PROBLEM DETAILS:
Nothing but the lines from the one containing "M1,1H437L435,106L421,113C346,118 271,122 197,133C131,142" to the end of the material should be returned, each exactly as written.

DATA FOR PROCESSING:
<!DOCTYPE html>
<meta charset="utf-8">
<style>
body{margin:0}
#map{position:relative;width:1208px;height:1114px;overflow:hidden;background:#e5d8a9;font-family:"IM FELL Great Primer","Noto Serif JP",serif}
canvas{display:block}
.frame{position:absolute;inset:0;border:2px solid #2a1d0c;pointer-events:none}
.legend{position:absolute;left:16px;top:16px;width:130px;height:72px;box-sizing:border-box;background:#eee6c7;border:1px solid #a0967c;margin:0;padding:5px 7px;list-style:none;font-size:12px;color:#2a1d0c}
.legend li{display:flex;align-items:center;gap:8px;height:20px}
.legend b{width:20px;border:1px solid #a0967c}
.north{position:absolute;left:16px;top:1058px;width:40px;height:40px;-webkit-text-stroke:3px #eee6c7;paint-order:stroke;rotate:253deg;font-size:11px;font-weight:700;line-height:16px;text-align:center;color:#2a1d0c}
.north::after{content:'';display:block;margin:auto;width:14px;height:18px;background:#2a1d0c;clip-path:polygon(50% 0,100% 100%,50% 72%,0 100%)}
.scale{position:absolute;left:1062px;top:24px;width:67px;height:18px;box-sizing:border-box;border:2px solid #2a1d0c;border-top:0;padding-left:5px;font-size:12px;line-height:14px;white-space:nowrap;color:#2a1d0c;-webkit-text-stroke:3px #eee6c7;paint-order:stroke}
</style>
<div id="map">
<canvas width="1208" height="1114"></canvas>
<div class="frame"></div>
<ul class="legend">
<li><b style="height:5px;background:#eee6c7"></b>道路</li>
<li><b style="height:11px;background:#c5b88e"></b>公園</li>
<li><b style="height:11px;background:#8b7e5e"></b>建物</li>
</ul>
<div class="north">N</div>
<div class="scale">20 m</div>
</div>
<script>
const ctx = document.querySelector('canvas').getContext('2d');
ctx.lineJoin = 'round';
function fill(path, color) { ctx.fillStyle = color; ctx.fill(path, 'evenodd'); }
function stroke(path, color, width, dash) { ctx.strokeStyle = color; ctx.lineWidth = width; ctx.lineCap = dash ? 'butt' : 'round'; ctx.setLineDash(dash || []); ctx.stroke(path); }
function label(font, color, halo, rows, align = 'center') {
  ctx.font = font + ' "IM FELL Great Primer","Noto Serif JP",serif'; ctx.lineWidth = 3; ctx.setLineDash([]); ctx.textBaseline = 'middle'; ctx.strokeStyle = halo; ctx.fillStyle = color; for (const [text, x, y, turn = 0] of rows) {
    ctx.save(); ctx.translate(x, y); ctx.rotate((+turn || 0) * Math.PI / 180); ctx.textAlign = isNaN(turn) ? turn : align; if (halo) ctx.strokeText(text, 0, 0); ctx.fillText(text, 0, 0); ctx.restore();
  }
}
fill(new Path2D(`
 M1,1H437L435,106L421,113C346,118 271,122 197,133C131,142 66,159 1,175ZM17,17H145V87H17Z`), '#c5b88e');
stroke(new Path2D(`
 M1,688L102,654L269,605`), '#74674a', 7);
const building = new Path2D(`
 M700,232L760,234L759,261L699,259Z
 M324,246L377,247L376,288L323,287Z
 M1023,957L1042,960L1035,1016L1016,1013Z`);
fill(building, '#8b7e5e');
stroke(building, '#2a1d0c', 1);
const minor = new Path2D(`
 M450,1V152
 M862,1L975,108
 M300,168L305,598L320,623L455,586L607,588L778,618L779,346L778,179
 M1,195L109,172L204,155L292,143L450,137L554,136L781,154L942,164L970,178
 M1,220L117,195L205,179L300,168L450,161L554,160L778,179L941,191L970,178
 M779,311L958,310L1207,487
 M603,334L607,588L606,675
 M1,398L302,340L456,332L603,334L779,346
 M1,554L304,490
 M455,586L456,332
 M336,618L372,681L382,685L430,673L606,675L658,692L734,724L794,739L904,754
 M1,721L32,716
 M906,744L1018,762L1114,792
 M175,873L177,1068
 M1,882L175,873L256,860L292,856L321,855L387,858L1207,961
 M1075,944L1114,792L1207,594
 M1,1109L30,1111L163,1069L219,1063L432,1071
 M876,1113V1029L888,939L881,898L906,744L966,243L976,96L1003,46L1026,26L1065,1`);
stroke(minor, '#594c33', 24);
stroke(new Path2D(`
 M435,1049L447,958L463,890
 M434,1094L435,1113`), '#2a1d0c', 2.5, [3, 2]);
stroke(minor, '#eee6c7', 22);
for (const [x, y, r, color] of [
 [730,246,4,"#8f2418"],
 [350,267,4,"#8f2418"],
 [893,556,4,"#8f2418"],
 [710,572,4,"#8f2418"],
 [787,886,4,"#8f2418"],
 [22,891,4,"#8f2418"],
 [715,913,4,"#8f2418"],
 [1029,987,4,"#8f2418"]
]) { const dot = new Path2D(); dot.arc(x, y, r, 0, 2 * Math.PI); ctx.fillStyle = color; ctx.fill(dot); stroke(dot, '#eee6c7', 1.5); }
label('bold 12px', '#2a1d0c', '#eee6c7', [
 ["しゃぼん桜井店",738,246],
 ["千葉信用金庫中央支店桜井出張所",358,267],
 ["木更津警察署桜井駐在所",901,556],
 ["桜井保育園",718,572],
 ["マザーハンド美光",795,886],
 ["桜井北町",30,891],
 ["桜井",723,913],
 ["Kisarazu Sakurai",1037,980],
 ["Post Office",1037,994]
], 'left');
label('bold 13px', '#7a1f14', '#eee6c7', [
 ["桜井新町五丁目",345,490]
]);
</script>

PROBLEM SOLUTION:
 M1,1H437L435,106L421,113C346,118 271,122 197,133C131,142 66,159 1,175ZM17,17H145V87H17Z`), '#c5b88e');
stroke(new Path2D(`
 M1,688L102,654L269,605`), '#74674a', 7);
const building = new Path2D(`
 M700,232L760,234L759,261L699,259Z
 M324,246L377,247L376,288L323,287Z
 M1023,957L1042,960L1035,1016L1016,1013Z`);
fill(building, '#8b7e5e');
stroke(building, '#2a1d0c', 1);
const minor = new Path2D(`
 M450,1V152
 M862,1L975,108
 M300,168L305,598L320,623L455,586L607,588L778,618L779,346L778,179
 M1,195L109,172L204,155L292,143L450,137L554,136L781,154L942,164L970,178
 M1,220L117,195L205,179L300,168L450,161L554,160L778,179L941,191L970,178
 M779,311L958,310L1207,487
 M603,334L607,588L606,675
 M1,398L302,340L456,332L603,334L779,346
 M1,554L304,490
 M455,586L456,332
 M336,618L372,681L382,685L430,673L606,675L658,692L734,724L794,739L904,754
 M1,721L32,716
 M906,744L1018,762L1114,792
 M175,873L177,1068
 M1,882L175,873L256,860L292,856L321,855L387,858L1207,961
 M1075,944L1114,792L1207,594
 M1,1109L30,1111L163,1069L219,1063L432,1071
 M876,1113V1029L888,939L881,898L906,744L966,243L976,96L1003,46L1026,26L1065,1`);
stroke(minor, '#594c33', 24);
stroke(new Path2D(`
 M435,1049L447,958L463,890
 M434,1094L435,1113`), '#2a1d0c', 2.5, [3, 2]);
stroke(minor, '#eee6c7', 22);
for (const [x, y, r, color] of [
 [730,246,4,"#8f2418"],
 [350,267,4,"#8f2418"],
 [893,556,4,"#8f2418"],
 [710,572,4,"#8f2418"],
 [787,886,4,"#8f2418"],
 [22,891,4,"#8f2418"],
 [715,913,4,"#8f2418"],
 [1029,987,4,"#8f2418"]
]) { const dot = new Path2D(); dot.arc(x, y, r, 0, 2 * Math.PI); ctx.fillStyle = color; ctx.fill(dot); stroke(dot, '#eee6c7', 1.5); }
label('bold 12px', '#2a1d0c', '#eee6c7', [
 ["しゃぼん桜井店",738,246],
 ["千葉信用金庫中央支店桜井出張所",358,267],
 ["木更津警察署桜井駐在所",901,556],
 ["桜井保育園",718,572],
 ["マザーハンド美光",795,886],
 ["桜井北町",30,891],
 ["桜井",723,913],
 ["Kisarazu Sakurai",1037,980],
 ["Post Office",1037,994]
], 'left');
label('bold 13px', '#7a1f14', '#eee6c7', [
 ["桜井新町五丁目",345,490]
]);
</script>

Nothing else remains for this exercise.